Watch a previous NBC4 report on the U.S. House speaker race in the video player above.
COLUMBUS, Ohio (WCMH) — Republicans chose Ohio’s U.S. Rep. Jim Jordan as their nominee for House speaker, putting the job within reach of the staunch Trump ally.
Jordan, of Urbana, who represents Ohio’s 4th Congressional District north of Columbus — which encompasses Mansfield and Marion — announced on Friday he planned to re-enter the race for U.S. Speaker of the House, one day after Majority Leader Steve Scalise dropped his bid for the top job.
Scalise ended his bid to become House speaker late Thursday after hardline holdouts refused to back the party’s nominee, throwing the GOP majority into deeper chaos and leaving the chamber still unable to function.
Scalise told GOP colleagues at a closed-door evening meeting of his decision and pointedly declined to announce backing for anyone else, including his chief rival, Jordan, the far-right Judiciary Committee chairman backed by Donald Trump who had already told colleagues he no longer would seek the job.
Because of the party’s razor-thin majority, just five GOP detractors can block Jordan in a House floor vote, and a handful of moderate Republicans have already said they won’t cast their vote for Jordan. They include Reps. Ann Wagner of Missouri, Austin Scott of Georgia, and Don Bacon of Nebraska.

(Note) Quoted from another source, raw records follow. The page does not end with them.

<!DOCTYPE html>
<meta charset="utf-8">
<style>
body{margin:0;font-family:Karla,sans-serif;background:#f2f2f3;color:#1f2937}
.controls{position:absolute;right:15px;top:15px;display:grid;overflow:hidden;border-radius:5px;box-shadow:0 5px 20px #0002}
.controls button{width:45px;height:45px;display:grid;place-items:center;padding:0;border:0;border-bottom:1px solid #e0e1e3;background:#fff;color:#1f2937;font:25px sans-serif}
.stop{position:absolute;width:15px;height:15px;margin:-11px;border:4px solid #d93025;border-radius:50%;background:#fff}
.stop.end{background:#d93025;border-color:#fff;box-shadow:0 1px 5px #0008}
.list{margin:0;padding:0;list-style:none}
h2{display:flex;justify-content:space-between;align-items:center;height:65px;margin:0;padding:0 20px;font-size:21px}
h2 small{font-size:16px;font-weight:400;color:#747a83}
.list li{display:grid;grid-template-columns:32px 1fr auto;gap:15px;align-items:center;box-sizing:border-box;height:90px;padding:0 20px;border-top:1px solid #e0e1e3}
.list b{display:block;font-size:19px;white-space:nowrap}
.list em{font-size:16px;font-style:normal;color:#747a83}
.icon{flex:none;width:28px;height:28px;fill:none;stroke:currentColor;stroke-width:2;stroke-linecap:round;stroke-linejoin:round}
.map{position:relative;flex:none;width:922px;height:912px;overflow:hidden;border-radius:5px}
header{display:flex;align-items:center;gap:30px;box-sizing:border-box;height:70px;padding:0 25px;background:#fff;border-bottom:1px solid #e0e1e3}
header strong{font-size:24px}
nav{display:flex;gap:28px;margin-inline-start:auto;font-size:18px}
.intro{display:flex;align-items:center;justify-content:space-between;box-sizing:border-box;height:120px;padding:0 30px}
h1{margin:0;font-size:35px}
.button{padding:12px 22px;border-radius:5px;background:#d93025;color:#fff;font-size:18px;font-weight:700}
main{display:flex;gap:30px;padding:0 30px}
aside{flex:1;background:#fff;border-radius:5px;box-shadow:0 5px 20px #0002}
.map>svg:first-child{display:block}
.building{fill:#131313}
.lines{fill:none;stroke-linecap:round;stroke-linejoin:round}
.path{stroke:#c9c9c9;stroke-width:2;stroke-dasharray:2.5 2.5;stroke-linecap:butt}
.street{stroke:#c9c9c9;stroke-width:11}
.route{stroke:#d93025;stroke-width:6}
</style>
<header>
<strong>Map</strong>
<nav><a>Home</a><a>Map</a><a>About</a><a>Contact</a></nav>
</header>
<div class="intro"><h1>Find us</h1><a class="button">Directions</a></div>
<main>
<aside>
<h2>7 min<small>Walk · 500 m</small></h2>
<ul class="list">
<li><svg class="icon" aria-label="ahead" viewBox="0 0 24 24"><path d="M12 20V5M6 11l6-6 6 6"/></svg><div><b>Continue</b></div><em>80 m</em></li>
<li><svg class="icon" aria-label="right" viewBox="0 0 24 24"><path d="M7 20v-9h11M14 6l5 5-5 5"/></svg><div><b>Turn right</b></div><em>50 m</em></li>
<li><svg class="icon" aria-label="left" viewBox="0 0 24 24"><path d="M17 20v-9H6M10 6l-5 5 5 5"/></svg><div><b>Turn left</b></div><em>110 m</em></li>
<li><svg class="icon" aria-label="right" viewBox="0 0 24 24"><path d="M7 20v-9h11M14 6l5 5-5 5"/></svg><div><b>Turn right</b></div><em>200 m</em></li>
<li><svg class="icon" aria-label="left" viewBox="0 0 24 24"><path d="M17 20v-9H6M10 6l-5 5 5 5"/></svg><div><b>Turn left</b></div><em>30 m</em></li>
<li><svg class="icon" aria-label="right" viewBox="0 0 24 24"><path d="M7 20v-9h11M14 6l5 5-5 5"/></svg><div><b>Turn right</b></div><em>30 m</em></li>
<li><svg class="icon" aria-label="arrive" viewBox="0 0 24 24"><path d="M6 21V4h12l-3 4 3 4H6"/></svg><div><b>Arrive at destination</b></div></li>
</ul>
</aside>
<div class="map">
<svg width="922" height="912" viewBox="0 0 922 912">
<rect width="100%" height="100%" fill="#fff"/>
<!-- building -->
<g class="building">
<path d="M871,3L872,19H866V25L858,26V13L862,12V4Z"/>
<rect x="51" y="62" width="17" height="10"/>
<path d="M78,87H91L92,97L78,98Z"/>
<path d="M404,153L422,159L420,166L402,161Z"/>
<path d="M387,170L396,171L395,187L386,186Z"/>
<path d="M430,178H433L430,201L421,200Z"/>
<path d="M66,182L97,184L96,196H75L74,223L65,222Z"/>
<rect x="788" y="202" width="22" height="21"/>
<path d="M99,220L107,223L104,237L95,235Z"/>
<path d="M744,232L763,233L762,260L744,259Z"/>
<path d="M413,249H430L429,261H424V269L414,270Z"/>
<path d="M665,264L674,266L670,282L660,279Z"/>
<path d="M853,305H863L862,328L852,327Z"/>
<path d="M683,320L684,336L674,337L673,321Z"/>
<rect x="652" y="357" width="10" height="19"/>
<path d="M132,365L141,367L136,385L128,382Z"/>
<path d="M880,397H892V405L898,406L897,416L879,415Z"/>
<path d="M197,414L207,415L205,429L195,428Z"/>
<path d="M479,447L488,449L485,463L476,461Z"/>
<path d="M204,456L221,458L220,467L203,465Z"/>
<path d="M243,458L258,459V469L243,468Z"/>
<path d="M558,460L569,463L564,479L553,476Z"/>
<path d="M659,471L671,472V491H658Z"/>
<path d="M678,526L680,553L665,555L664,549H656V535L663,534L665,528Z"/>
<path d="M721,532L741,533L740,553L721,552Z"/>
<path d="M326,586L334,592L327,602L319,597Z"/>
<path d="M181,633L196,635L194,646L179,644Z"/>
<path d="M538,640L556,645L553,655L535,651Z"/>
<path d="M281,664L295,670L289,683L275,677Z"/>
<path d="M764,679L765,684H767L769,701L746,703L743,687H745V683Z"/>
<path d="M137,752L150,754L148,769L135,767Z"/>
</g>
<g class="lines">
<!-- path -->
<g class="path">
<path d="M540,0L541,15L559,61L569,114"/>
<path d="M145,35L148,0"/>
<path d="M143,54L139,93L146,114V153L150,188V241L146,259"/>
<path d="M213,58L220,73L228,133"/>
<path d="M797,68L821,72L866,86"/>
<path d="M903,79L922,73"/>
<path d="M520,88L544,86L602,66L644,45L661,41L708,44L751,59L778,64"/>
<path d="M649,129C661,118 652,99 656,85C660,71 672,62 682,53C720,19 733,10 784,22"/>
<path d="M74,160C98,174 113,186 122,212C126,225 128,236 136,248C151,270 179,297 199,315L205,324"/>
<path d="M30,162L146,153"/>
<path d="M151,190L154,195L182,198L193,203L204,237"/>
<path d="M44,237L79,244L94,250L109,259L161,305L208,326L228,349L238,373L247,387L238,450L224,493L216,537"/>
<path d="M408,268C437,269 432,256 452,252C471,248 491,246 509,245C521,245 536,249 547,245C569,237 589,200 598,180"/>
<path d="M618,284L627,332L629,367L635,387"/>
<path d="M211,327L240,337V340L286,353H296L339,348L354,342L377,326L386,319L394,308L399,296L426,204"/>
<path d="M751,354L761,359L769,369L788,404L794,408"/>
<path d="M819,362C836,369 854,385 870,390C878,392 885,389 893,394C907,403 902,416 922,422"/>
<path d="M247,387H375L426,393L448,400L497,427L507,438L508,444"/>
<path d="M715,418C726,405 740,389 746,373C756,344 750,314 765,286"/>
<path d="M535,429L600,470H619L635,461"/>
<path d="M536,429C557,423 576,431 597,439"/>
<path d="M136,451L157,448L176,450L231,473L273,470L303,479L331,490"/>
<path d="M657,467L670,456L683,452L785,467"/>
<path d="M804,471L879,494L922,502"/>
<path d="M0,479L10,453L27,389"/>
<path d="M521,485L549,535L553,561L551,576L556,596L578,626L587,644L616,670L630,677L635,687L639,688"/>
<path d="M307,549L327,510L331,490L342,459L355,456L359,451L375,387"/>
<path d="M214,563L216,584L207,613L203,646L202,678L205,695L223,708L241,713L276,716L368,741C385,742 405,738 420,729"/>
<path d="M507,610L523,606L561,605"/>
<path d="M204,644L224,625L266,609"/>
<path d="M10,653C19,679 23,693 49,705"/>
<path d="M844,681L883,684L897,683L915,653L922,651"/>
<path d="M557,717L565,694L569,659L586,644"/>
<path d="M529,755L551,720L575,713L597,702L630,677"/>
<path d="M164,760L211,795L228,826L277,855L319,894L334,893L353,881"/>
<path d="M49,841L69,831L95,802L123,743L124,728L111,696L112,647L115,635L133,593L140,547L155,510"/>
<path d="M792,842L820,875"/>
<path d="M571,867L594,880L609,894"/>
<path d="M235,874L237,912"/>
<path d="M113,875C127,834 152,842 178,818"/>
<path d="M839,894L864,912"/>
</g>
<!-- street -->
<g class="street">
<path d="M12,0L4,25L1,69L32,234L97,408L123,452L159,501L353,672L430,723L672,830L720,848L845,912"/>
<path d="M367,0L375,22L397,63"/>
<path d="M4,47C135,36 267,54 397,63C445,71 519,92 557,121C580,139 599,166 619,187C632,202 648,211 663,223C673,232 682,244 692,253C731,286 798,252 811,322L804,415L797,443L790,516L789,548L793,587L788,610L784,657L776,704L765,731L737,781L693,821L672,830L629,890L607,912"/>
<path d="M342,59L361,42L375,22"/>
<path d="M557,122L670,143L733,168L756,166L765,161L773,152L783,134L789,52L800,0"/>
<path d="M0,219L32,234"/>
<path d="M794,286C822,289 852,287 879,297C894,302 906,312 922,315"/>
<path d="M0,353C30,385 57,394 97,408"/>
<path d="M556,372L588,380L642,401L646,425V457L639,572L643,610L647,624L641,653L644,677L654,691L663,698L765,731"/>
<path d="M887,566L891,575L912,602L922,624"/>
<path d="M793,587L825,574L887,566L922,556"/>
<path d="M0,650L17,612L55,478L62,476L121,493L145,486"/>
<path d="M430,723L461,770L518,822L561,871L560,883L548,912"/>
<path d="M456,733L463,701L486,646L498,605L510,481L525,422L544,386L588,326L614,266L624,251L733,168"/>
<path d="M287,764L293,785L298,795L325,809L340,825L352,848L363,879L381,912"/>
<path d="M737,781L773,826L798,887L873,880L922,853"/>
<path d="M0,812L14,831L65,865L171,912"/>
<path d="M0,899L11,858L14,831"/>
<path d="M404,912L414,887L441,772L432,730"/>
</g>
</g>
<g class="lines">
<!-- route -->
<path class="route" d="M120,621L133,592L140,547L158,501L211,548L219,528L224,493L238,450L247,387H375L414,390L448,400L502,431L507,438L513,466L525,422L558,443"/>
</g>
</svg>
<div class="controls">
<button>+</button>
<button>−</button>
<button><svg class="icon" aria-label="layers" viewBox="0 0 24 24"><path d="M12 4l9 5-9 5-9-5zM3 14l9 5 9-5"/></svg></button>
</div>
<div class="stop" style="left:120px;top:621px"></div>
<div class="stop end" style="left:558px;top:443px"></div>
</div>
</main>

Many Republicans are now looking to Jordan because he was the only challenger to Scalise, losing just two days ago in a narrow, internal 113-99 vote.
From Urbana, Jordan has represented Ohio’s 4th District since 2007. Since the latest round of redistricting, his area includes all of 10 counties and parts of three others, including a section of Delaware that contains several northern Columbus suburbs.
Jordan was a founder of the House Freedom Caucus and as leader of the judiciary committee, he has played a key role in Republicans’ impeachment inquiry of President Joe Biden. Jordan was one of Donald Trump’s closest allies when Trump was president. Trump, who endorsed Jordan for speaker, awarded Jordan the Presidential Medal of Freedom five days after the Jan. 6, 2021, attack on the Capitol.
Perhaps most significantly, Jordan worked closely with Trump and White House aides in the weeks and days before the Capitol riot, strategizing about how Congress could help Trump overturn his loss to Biden. Jordan also refused to comply with subpoenas from the House committee investigating the Jan. 6 attack as lawmakers tried to gather more information about his role.
Jordan once coached wrestling at Ohio State, and former wrestlers said in 2018 that he turned a blind eye to complaints that a now-dead team doctor, Richard Strauss, was sexually abusing the athletes. Jordan has denied those allegations.